- _GOAL OF THE EXERCISE_
Filter the records for "down" and keep each line that has it.
== EXTRACTED INFORMATION ==
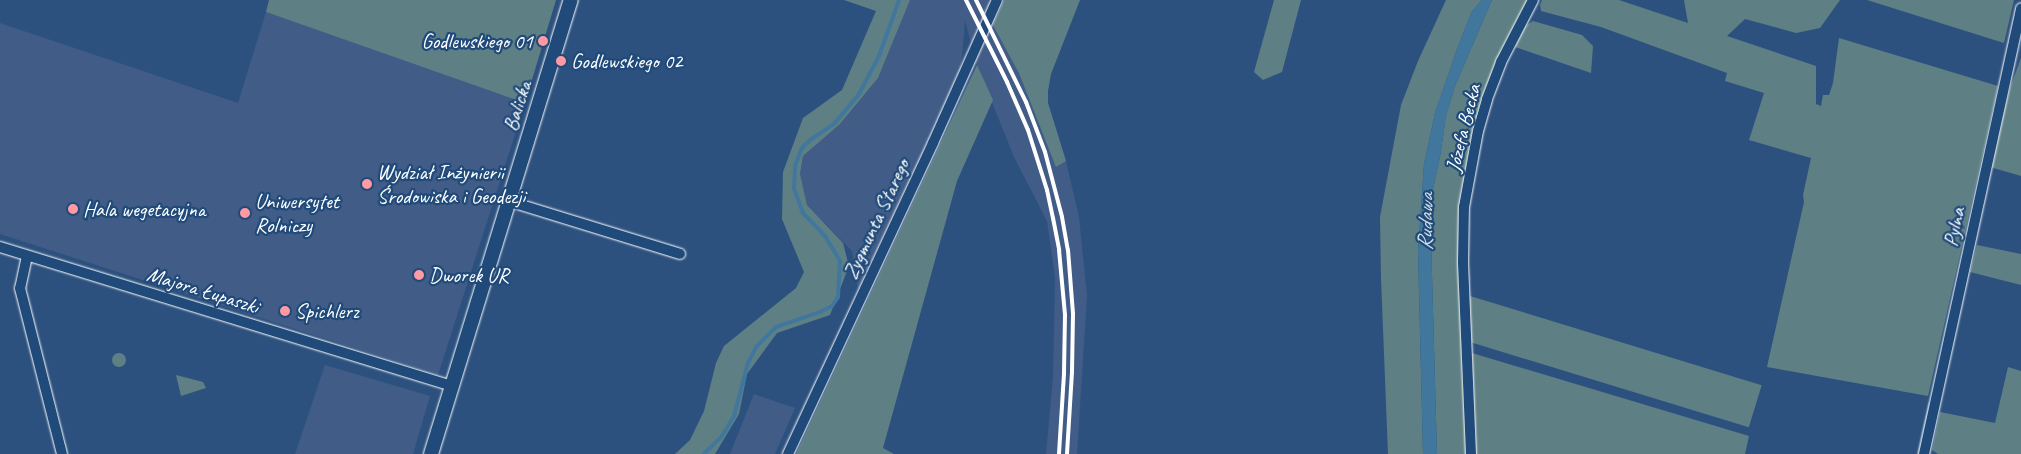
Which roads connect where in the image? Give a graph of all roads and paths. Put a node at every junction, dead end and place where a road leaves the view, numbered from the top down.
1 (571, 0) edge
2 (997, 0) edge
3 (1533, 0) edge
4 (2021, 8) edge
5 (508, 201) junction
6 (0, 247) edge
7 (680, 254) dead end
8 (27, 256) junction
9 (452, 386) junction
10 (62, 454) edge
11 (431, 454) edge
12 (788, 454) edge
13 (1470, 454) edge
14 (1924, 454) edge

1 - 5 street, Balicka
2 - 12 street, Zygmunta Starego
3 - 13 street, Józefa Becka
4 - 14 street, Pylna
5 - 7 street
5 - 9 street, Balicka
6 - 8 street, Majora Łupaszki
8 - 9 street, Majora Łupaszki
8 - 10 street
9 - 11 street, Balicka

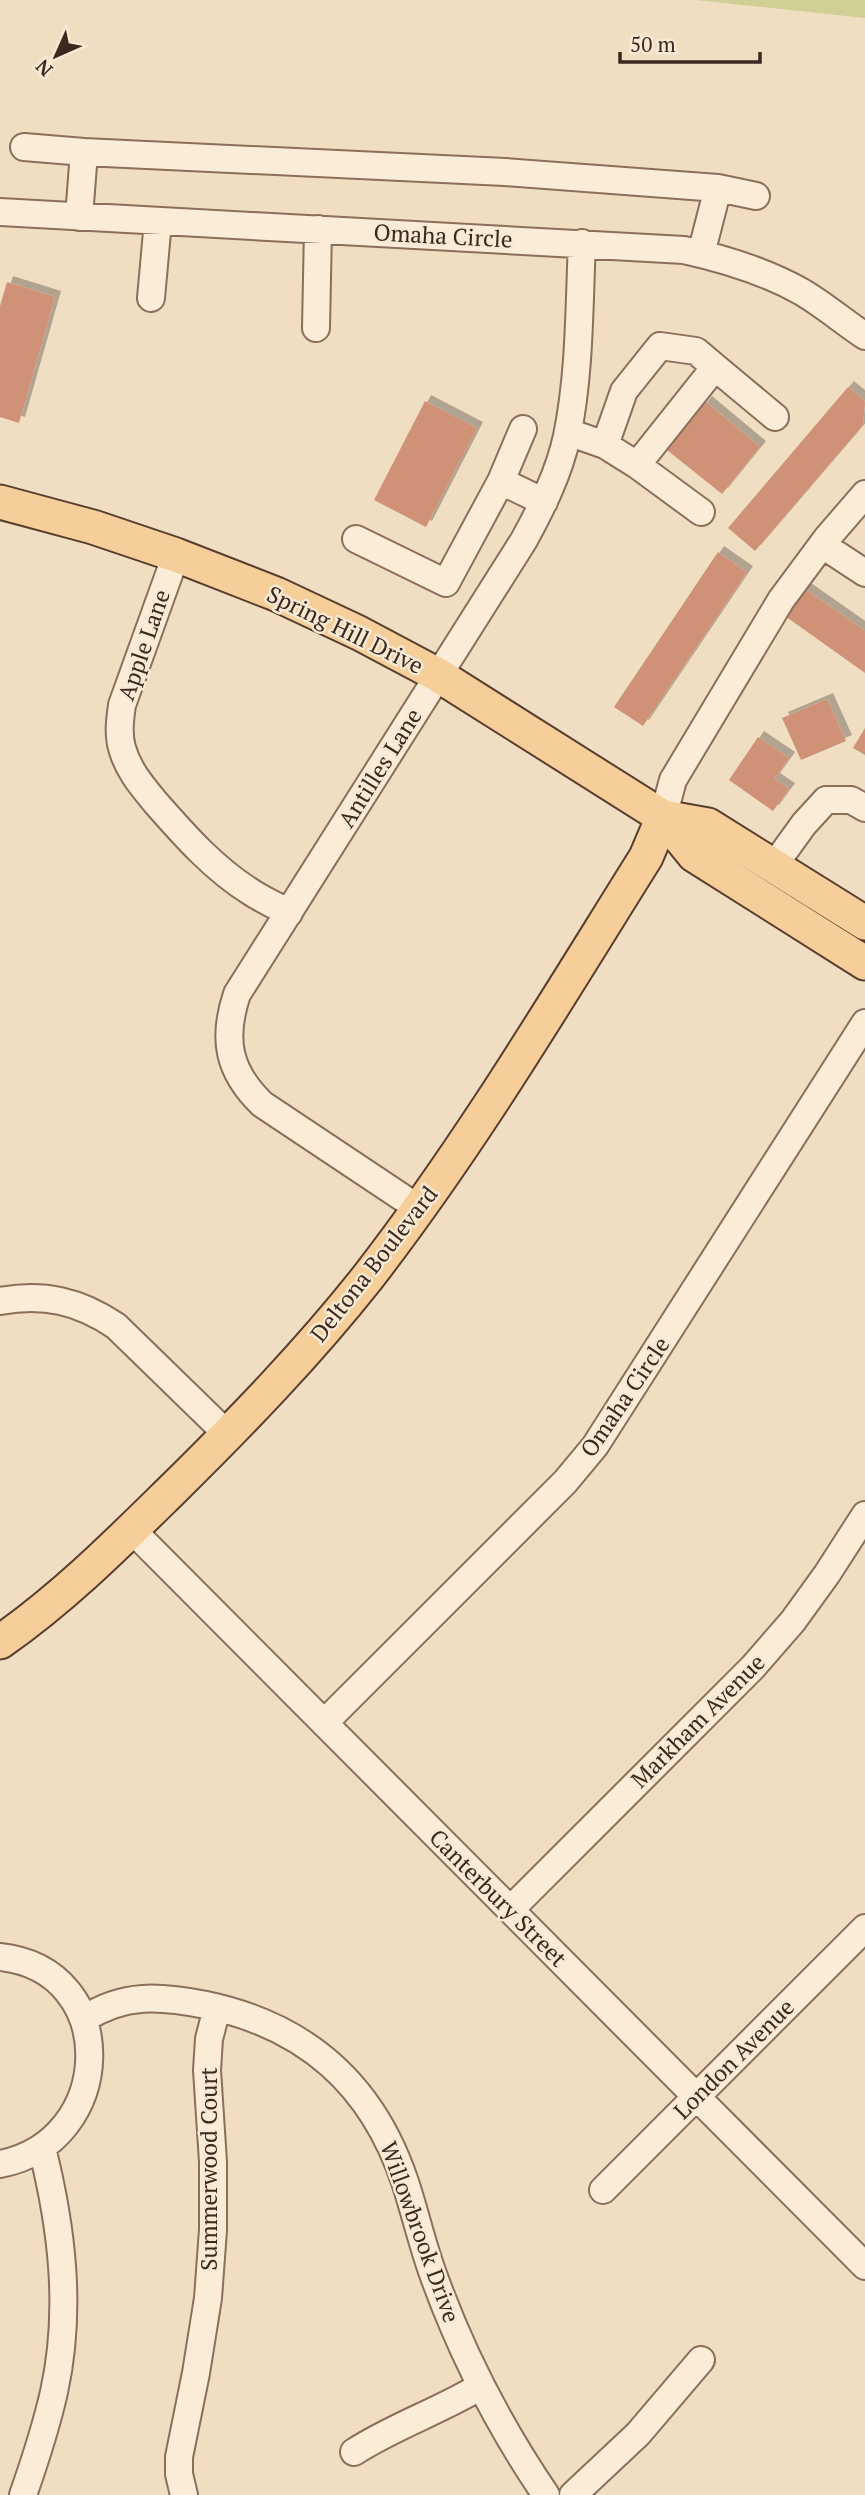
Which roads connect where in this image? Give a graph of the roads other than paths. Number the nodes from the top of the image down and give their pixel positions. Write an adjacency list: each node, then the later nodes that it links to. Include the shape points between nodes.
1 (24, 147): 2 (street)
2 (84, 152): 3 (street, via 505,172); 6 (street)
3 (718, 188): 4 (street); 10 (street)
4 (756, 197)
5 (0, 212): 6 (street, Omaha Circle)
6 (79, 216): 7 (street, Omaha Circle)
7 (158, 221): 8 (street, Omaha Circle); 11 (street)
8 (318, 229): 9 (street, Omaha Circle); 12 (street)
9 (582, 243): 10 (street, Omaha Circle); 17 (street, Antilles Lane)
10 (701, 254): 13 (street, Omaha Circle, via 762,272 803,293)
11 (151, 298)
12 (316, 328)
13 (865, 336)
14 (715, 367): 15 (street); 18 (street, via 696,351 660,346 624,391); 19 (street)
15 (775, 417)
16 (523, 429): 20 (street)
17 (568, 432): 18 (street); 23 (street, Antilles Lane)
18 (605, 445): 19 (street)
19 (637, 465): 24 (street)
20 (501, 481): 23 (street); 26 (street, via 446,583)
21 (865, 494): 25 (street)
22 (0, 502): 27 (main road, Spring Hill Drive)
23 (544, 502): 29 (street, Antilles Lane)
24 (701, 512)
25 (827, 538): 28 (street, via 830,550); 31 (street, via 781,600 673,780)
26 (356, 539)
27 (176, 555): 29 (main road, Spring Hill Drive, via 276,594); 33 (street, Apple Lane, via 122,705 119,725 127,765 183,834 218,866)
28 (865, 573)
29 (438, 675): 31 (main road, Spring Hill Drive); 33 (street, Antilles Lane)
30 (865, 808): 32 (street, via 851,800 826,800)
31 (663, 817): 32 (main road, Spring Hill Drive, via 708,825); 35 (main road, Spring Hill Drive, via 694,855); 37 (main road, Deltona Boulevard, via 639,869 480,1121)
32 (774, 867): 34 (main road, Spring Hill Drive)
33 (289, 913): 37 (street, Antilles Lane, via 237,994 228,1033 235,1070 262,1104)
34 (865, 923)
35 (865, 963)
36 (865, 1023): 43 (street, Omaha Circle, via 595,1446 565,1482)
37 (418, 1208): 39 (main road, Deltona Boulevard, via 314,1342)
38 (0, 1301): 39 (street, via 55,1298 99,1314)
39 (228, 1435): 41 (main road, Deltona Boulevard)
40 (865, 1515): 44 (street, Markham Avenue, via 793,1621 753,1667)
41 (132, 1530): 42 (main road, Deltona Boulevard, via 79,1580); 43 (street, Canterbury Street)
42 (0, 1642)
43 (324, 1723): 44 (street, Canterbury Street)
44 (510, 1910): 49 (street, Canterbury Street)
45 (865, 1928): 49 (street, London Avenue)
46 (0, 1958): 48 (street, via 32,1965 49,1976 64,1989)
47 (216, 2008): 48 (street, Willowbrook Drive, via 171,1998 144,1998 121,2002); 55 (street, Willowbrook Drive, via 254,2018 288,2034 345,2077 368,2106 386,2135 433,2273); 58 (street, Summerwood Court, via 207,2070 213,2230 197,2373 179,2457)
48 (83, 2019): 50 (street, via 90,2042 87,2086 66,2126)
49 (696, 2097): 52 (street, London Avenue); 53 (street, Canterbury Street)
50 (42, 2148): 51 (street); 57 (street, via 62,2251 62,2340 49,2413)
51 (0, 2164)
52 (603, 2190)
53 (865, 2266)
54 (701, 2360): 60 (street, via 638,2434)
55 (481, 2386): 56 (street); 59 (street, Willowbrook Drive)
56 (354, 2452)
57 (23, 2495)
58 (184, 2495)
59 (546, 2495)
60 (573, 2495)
===
- _ANSWER TO THIS EXERCISE_
Which roads connect where in the image? Give a graph of all roads and paths. Put a node at every junction, dead end and place where a road leaves the view, numbered from the top down.
Which roads connect where in this image? Give a graph of the roads other than paths. Number the nodes from the top of the image down and give their pixel positions. Write an adjacency list: each node, then the later nodes that it links to. Include the shape points between nodes.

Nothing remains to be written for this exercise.